The drivetrain is unchanged compared to the GT R. The Pro uses exactly the same 4-litre twin-turbo V8 that develops 577bhp and 516lb ft of torque. Drive goes rearwards via the transaxle that houses a seven-speed twin-clutch transmission. Mercedes-AMG quotes a 0-62mph time of 3.6 seconds and a 198mph top speed.
What’s it like?
Taut, responsive, agile and exceptionally well controlled. Quite how that uncompromising chassis setup will deal with a bumpy public highway is anybody’s guess, because for now we’ve only tried the car on Hockenheim’s flat and smooth grand prix circuit.
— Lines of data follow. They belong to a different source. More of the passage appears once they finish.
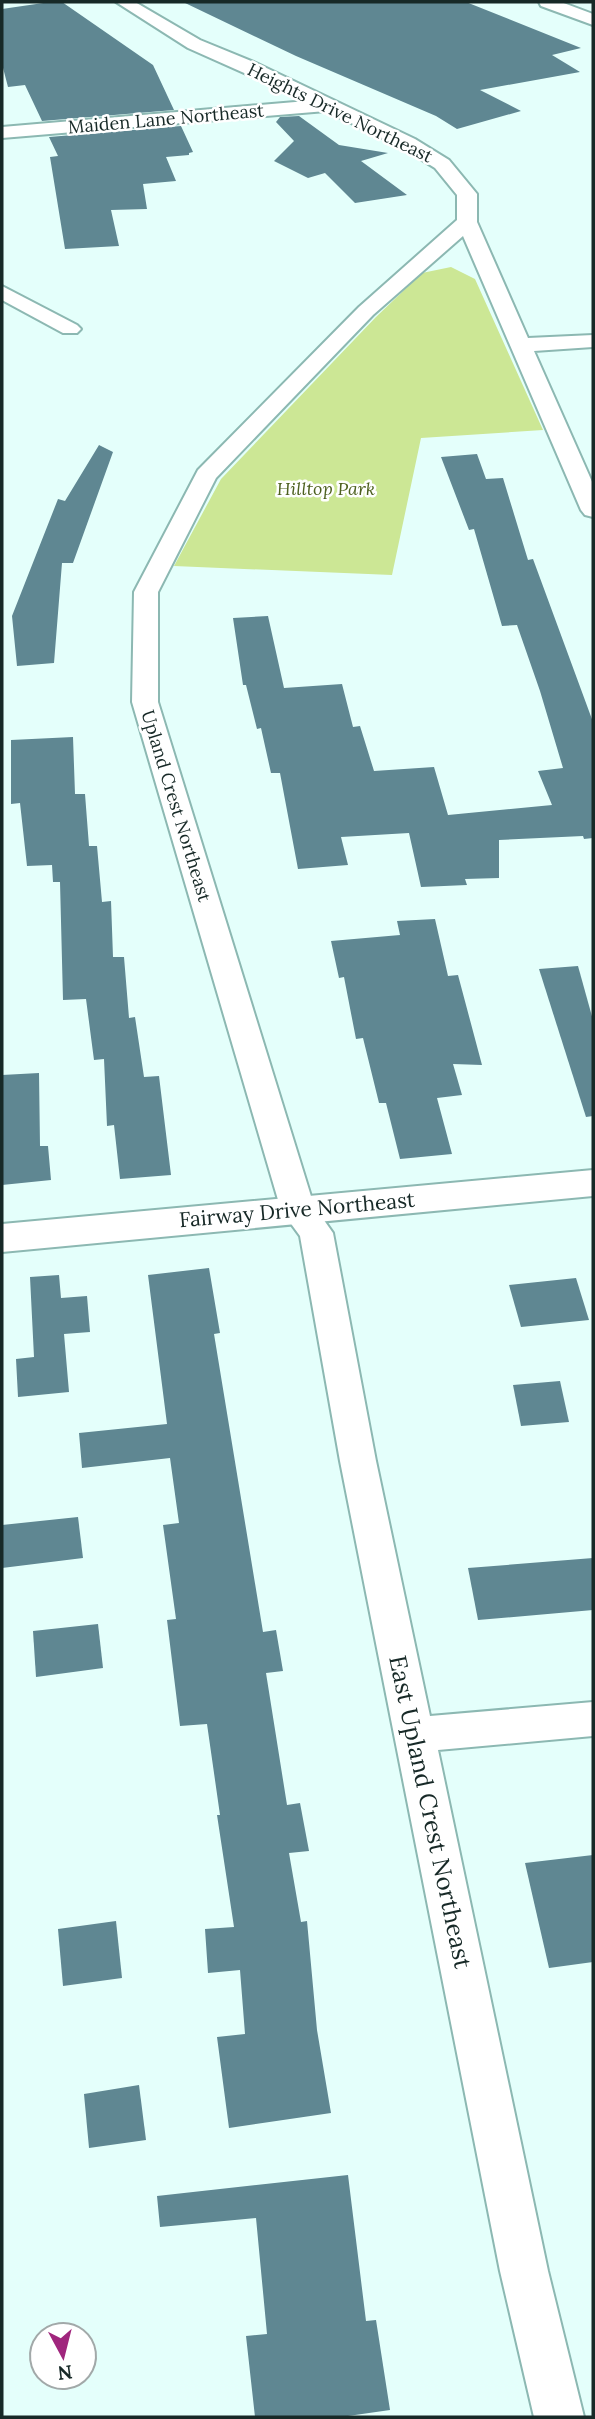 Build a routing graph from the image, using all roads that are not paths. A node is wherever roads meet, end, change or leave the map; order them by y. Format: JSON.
{"nodes":[{"id":1,"x":124,"y":2,"type":"edge"},
{"id":2,"x":547,"y":2,"type":"edge"},
{"id":3,"x":593,"y":20,"type":"edge"},
{"id":4,"x":331,"y":105,"type":"junction"},
{"id":5,"x":2,"y":133,"type":"edge"},
{"id":6,"x":467,"y":222,"type":"junction"},
{"id":7,"x":2,"y":292,"type":"edge"},
{"id":8,"x":70,"y":329,"type":"dead end"},
{"id":9,"x":593,"y":341,"type":"edge"},
{"id":10,"x":521,"y":345,"type":"junction"},
{"id":11,"x":593,"y":510,"type":"edge"},
{"id":12,"x":593,"y":1182,"type":"edge"},
{"id":13,"x":298,"y":1210,"type":"junction"},
{"id":14,"x":2,"y":1238,"type":"edge"},
{"id":15,"x":593,"y":1718,"type":"edge"},
{"id":16,"x":414,"y":1735,"type":"junction"},
{"id":17,"x":559,"y":2417,"type":"edge"}],
"edges":[{"from":1,"to":4,"type":"street","name":"Heights Drive Northeast"},
{"from":2,"to":3,"type":"street"},
{"from":4,"to":5,"type":"street","name":"Maiden Lane Northeast"},
{"from":4,"to":6,"type":"street","name":"Heights Drive Northeast"},
{"from":6,"to":10,"type":"street","name":"Heights Drive Northeast"},
{"from":6,"to":13,"type":"street","name":"Upland Crest Northeast"},
{"from":7,"to":8,"type":"street"},
{"from":9,"to":10,"type":"street"},
{"from":10,"to":11,"type":"street","name":"Heights Drive Northeast"},
{"from":12,"to":13,"type":"street","name":"Fairway Drive Northeast"},
{"from":13,"to":14,"type":"street","name":"Fairway Drive Northeast"},
{"from":13,"to":16,"type":"street","name":"East Upland Crest Northeast"},
{"from":15,"to":16,"type":"street"},
{"from":16,"to":17,"type":"street","name":"East Upland Crest Northeast"}]}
What’s curious about the GT R is that it’s pretty firm and unyielding on the road, but then just a little loosely controlled and hesitant on circuit. This new Pro model addresses almost every one of the on-track criticisms we’ve levelled at the GT R because it feels so at home on a circuit. There is a little body roll to allow you to feel the grip building along the outside of the car, but otherwise the Pro is keyed-in to the track surface. The instant the front axle is locked into a bend the car takes a set, as though it’s dropped into a groove, then carves its way through the corner. There’s none of the hesitancy or up-down heave that could make the GT R a wild ride, just immediate and precise responses.
The steering is fairly light but intuitive while the brakes didn’t show any sign of fade during a quick four-lap stint. What counts against the GT R Pro is its sheer size, because the front axle feels so far ahead of you and the car’s nose in another county altogether. It’s wide as well, all of which means there’s a significant familiarisation period while you learn where the car’s extremities are. And despite the Pro’s weight saving measures, 1575kg is still a significant amount of weight for a trackday machine.
It is an absorbing and thrilling track car, though. Being able to fiddle with its chassis settings adds another dimension to a trackday and allows you to play out your race engineer fantasies. It isn’t a particularly difficult car to drive quickly, though, nor is it intimidating. All that results from an overcooked corner entry is predictable and safe front axle push. There is good traction as well thanks to the transaxle layout and an electronically-controlled LSD, although with so much power on tap it is easily overcome with a generous extension of your right foot. The multi-stage traction control system that first appeared on the GT R is present here too, which means you can find the exact right setting for a given circuit and the conditions on the day to balance security with playfulness.